The Capstone course is intended to synthesize all that you have learnt in your MS-DS program and to apply it to real-life data. The project will be decided by the student in consultation with a faculty advisor. Data for the project would also be chosen in consultation with the faculty advisor.

What happens if I have a BS degree in a STEM discipline not listed on your website? What happens if I don’t have specific prerequisites for one of the core courses?

Talk to an advisor in the specialization track that you think is best suited to your needs. Contact information is provided below.

What is the cost of the program?

The in-state tuition cost is estimated at $456 X 30 = $13,680. This does not include other fees, books, supplies, etc.

What languages will be used in the program?

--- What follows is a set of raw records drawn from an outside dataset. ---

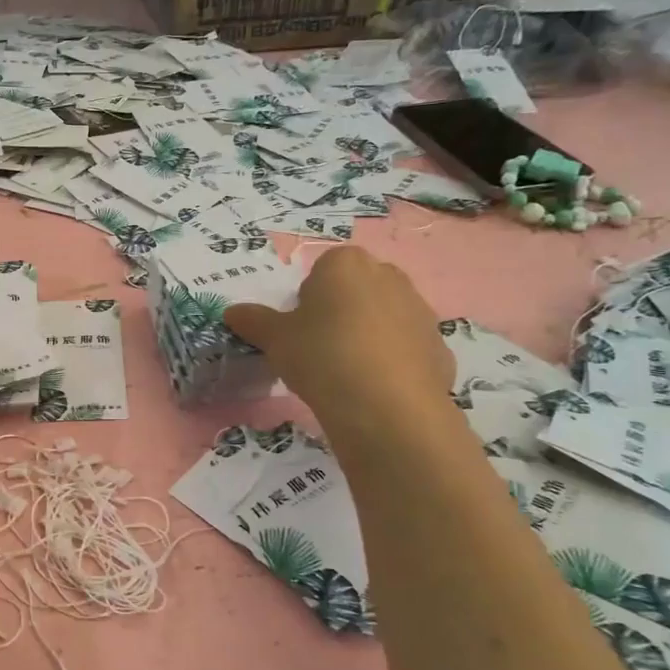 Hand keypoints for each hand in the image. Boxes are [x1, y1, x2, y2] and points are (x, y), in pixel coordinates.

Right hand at [226, 246, 452, 424]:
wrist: (385, 405)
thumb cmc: (321, 355)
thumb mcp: (275, 339)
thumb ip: (254, 321)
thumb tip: (231, 312)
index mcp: (346, 263)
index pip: (321, 270)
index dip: (307, 301)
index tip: (300, 331)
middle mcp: (389, 276)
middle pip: (356, 289)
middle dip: (341, 312)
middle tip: (321, 350)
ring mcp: (420, 310)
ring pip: (384, 317)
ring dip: (368, 336)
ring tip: (349, 374)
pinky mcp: (439, 346)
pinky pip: (406, 348)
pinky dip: (393, 363)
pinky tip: (376, 390) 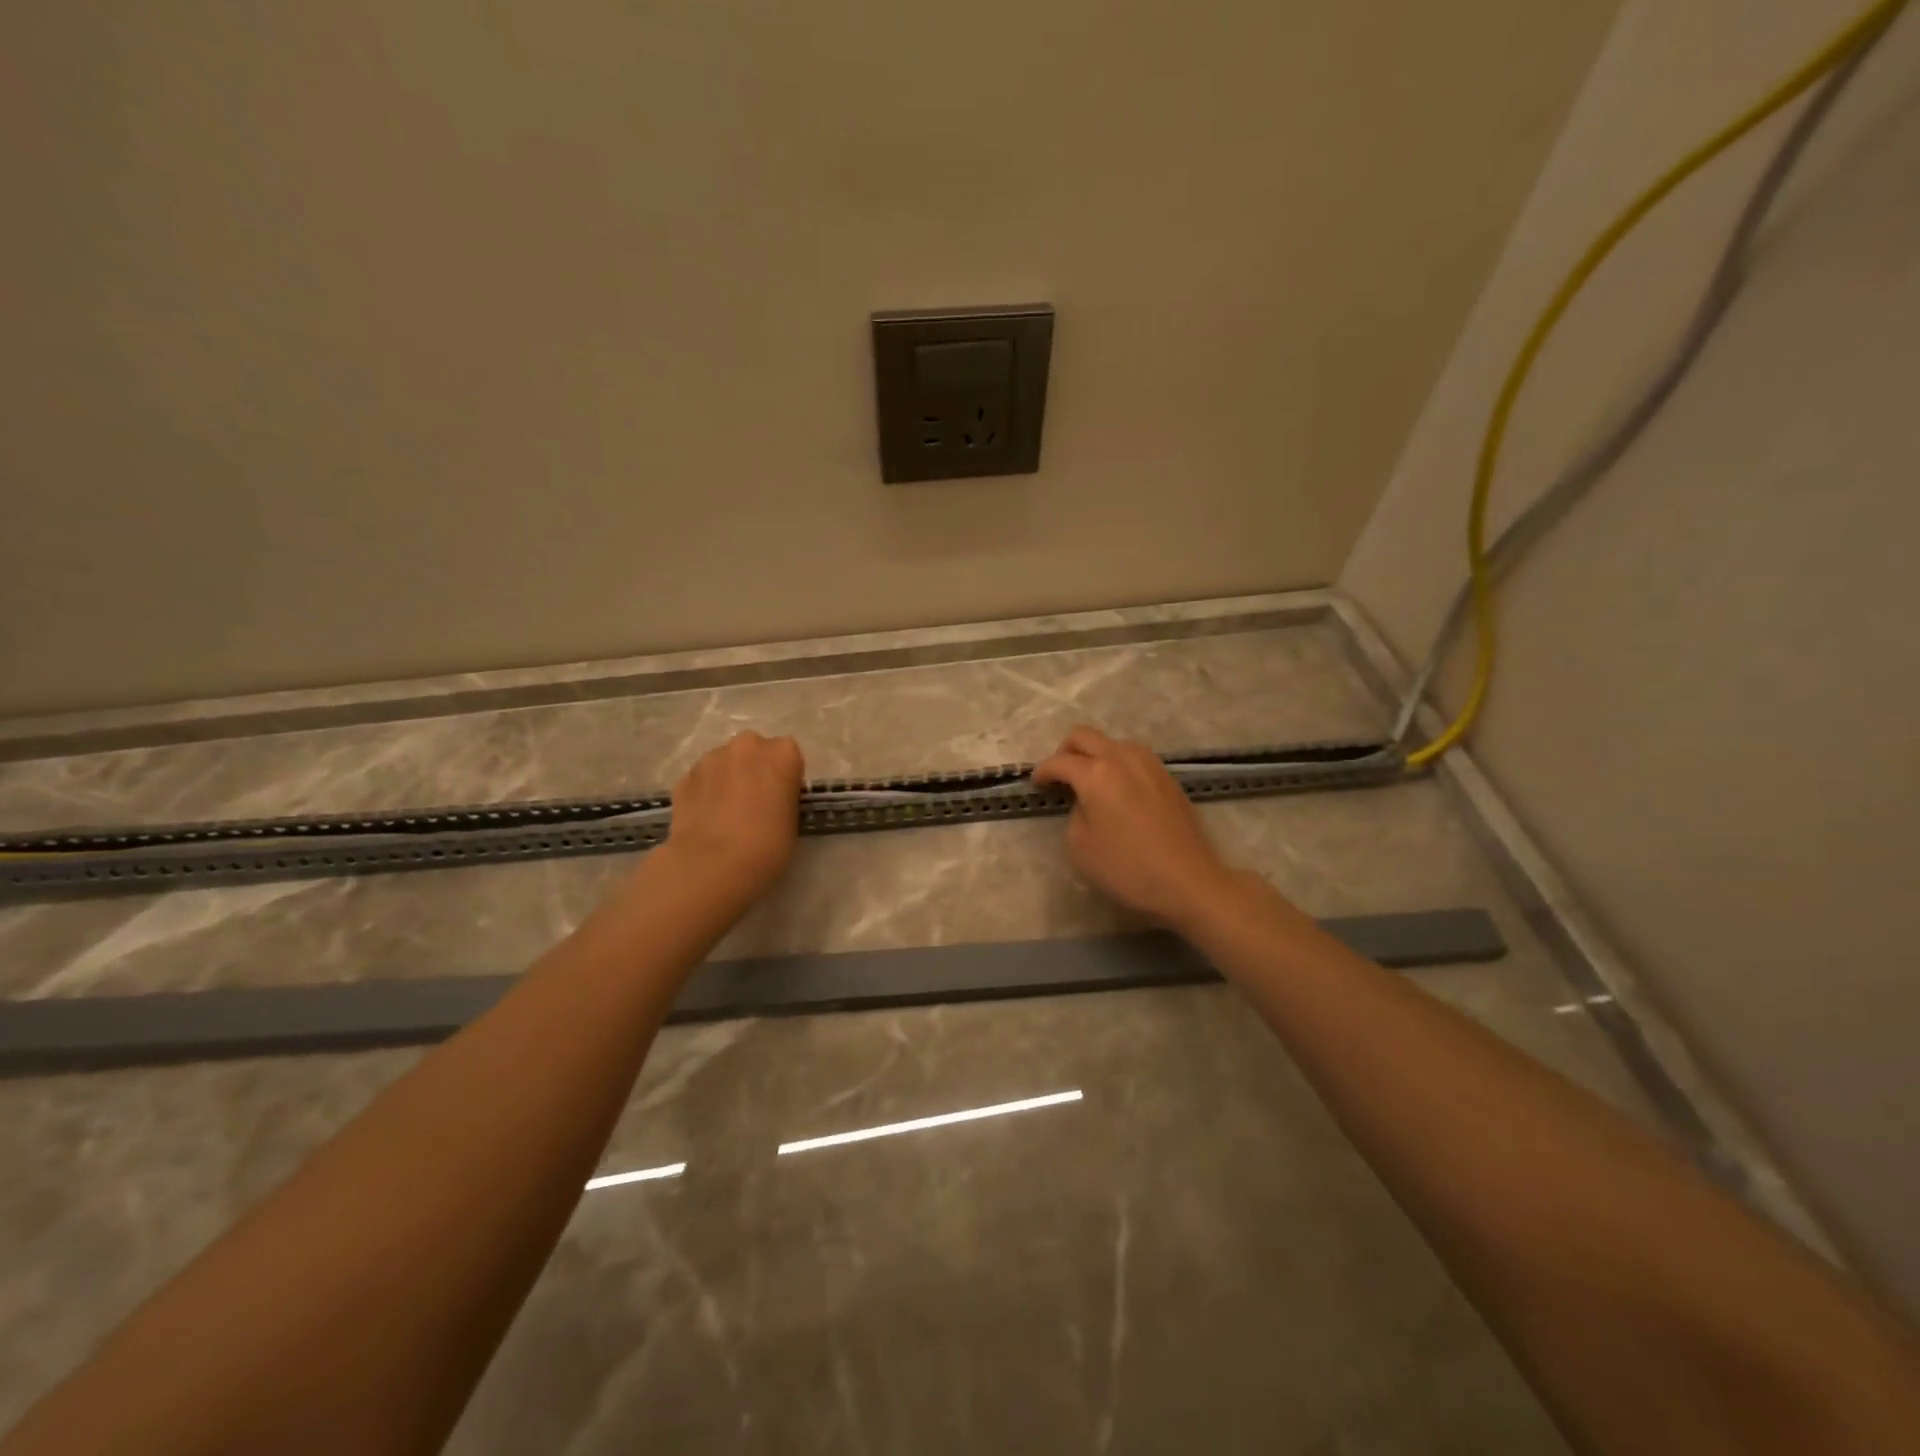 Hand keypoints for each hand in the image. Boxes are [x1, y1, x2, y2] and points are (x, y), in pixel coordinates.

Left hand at [663, 731, 804, 902]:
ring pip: (725, 762)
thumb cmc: (766, 847)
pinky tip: (706, 819)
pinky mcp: (684, 776)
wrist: (711, 866)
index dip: (785, 777)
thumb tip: (770, 798)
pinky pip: (702, 780)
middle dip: (754, 770)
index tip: (781, 799)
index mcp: (782, 753)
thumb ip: (784, 798)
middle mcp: (747, 745)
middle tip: (754, 802)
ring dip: (728, 778)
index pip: (789, 756)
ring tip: (726, 814)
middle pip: (755, 751)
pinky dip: (705, 792)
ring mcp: (711, 758)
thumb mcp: (793, 821)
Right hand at [1033, 726, 1241, 930]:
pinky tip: (1119, 790)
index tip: (1037, 785)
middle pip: (1085, 736)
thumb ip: (1075, 814)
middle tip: (1059, 776)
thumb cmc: (1128, 869)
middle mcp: (1122, 758)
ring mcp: (1150, 764)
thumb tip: (1086, 802)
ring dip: (1095, 754)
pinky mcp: (1168, 777)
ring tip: (1090, 782)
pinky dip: (1118, 765)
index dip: (1042, 772)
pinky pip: (1134, 757)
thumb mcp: (1080, 848)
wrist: (1189, 881)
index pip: (1059, 761)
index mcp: (1096, 774)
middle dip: (1065, 751)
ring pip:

The MS-DS program will emphasize the use of R, Python, and SQL. Other languages may be relevant for individual classes.

Will there be evening classes? Will there be Saturday classes? What about online classes?

We do offer online and evening classes. However, some courses may be held during regular business hours. If you need to take a class that is scheduled during the day, it is possible to petition the department to move it to an evening class. FIU is slowly converting all courses to have an online or hybrid version.